━━━━━ RECORDS SUPPLIED
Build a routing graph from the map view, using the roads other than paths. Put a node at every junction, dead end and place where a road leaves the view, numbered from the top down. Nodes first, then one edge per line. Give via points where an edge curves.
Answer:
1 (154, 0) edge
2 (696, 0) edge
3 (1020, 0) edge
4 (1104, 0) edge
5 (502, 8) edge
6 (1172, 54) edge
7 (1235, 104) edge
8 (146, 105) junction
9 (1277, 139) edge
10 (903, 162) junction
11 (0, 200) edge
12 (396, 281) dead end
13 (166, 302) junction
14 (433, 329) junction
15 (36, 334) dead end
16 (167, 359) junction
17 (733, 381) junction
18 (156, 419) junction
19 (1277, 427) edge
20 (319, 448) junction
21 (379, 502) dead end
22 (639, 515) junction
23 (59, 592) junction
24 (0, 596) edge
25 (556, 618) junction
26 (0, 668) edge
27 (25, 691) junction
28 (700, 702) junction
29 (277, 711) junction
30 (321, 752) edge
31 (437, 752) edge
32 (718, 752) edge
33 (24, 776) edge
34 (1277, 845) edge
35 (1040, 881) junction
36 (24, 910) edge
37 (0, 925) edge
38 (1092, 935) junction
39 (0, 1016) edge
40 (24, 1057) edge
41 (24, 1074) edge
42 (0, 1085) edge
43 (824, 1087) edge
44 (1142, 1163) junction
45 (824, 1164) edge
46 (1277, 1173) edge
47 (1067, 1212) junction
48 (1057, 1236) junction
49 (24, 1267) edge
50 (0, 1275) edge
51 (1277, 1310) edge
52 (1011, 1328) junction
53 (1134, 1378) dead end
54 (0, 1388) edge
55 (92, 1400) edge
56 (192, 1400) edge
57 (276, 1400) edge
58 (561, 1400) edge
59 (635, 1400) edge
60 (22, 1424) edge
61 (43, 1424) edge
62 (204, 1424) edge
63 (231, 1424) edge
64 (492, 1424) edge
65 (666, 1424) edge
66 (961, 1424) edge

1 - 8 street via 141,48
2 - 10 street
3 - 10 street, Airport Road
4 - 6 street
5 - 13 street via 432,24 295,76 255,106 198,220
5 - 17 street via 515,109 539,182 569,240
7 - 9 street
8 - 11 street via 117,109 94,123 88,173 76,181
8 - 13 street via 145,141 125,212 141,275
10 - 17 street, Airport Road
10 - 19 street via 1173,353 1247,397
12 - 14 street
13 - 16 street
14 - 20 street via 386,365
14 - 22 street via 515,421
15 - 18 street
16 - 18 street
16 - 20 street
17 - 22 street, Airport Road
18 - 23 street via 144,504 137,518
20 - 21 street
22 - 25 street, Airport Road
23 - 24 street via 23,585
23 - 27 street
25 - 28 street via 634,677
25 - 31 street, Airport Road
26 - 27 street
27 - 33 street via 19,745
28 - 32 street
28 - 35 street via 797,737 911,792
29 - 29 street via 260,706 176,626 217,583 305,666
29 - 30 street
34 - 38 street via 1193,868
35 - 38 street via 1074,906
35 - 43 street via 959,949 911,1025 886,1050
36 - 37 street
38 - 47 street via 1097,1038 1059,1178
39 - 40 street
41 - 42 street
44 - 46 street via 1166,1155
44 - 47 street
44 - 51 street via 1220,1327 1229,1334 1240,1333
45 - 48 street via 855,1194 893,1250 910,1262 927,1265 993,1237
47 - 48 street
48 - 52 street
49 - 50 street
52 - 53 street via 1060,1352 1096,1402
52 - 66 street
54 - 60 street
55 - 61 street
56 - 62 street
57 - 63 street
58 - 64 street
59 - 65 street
━━━━━━━━━━
◆ INSTRUCTIONS FOR THE TASK ◆
The records above need to be retyped in full, exactly as given.

◆ TASK SOLUTION ◆
Build a routing graph from the map view, using the roads other than paths. Put a node at every junction, dead end and place where a road leaves the view, numbered from the top down. Nodes first, then one edge per line. Give via points where an edge curves.
Answer:
1 (154, 0) edge
2 (696, 0) edge
3 (1020, 0) edge
4 (1104, 0) edge
5 (502, 8) edge
6 (1172, 54) edge
7 (1235, 104) edge
8 (146, 105) junction
9 (1277, 139) edge
10 (903, 162) junction
11 (0, 200) edge
12 (396, 281) dead end
13 (166, 302) junction
14 (433, 329) junction
15 (36, 334) dead end
16 (167, 359) junction
17 (733, 381) junction
18 (156, 419) junction
19 (1277, 427) edge
20 (319, 448) junction
21 (379, 502) dead end
22 (639, 515) junction
23 (59, 592) junction
24 (0, 596) edge
25 (556, 618) junction
26 (0, 668) edge
27 (25, 691) junction
28 (700, 702) junction
29 (277, 711) junction
30 (321, 752) edge
31 (437, 752) edge
32 (718, 752) edge
33 (24, 776) edge
34 (1277, 845) edge
35 (1040, 881) junction
36 (24, 910) edge
37 (0, 925) edge
38 (1092, 935) junction
39 (0, 1016) edge
40 (24, 1057) edge
41 (24, 1074) edge
42 (0, 1085) edge
43 (824, 1087) edge
44 (1142, 1163) junction
45 (824, 1164) edge
46 (1277, 1173) edge
47 (1067, 1212) junction
48 (1057, 1236) junction
49 (24, 1267) edge
50 (0, 1275) edge
51 (1277, 1310) edge
52 (1011, 1328) junction
53 (1134, 1378) dead end
54 (0, 1388) edge
55 (92, 1400) edge
56 (192, 1400) edge
57 (276, 1400) edge
58 (561, 1400) edge
59 (635, 1400) edge
60 (22, 1424) edge
61 (43, 1424) edge
62 (204, 1424) edge
63 (231, 1424) edge
64 (492, 1424) edge
65 (666, 1424) edge
66 (961, 1424) edge

1 - 8 street via 141,48
2 - 10 street
3 - 10 street, Airport Road
4 - 6 street
5 - 13 street via 432,24 295,76 255,106 198,220
5 - 17 street via 515,109 539,182 569,240
7 - 9 street
8 - 11 street via 117,109 94,123 88,173 76,181
8 - 13 street via 145,141 125,212 141,275
10 - 17 street, Airport Road
10 - 19 street via 1173,353 1247,397
12 - 14 street
13 - 16 street
14 - 20 street via 386,365
14 - 22 street via 515,421
15 - 18 street
16 - 18 street
16 - 20 street
17 - 22 street, Airport Road
18 - 23 street via 144,504 137,518
20 - 21 street
22 - 25 street, Airport Road
23 - 24 street via 23,585
23 - 27 street
25 - 28 street via 634,677
25 - 31 street, Airport Road
26 - 27 street
27 - 33 street via 19,745
28 - 32 street
28 - 35 street via 797,737 911,792
29 - 29 street via 260,706 176,626 217,583 305,666
29 - 30 street
34 - 38 street via 1193,868
35 - 38 street via 1074,906
35 - 43 street via 959,949 911,1025 886,1050
36 - 37 street
38 - 47 street via 1097,1038 1059,1178
39 - 40 street
41 - 42 street
44 - 46 street via 1166,1155
44 - 47 street
44 - 51 street via 1220,1327 1229,1334 1240,1333
45 - 48 street via 855,1194 893,1250 910,1262 927,1265 993,1237
47 - 48 street
48 - 52 street
49 - 50 street
52 - 53 street via 1060,1352 1096,1402
52 - 66 street
54 - 60 street
55 - 61 street
56 - 62 street
57 - 63 street
58 - 64 street
59 - 65 street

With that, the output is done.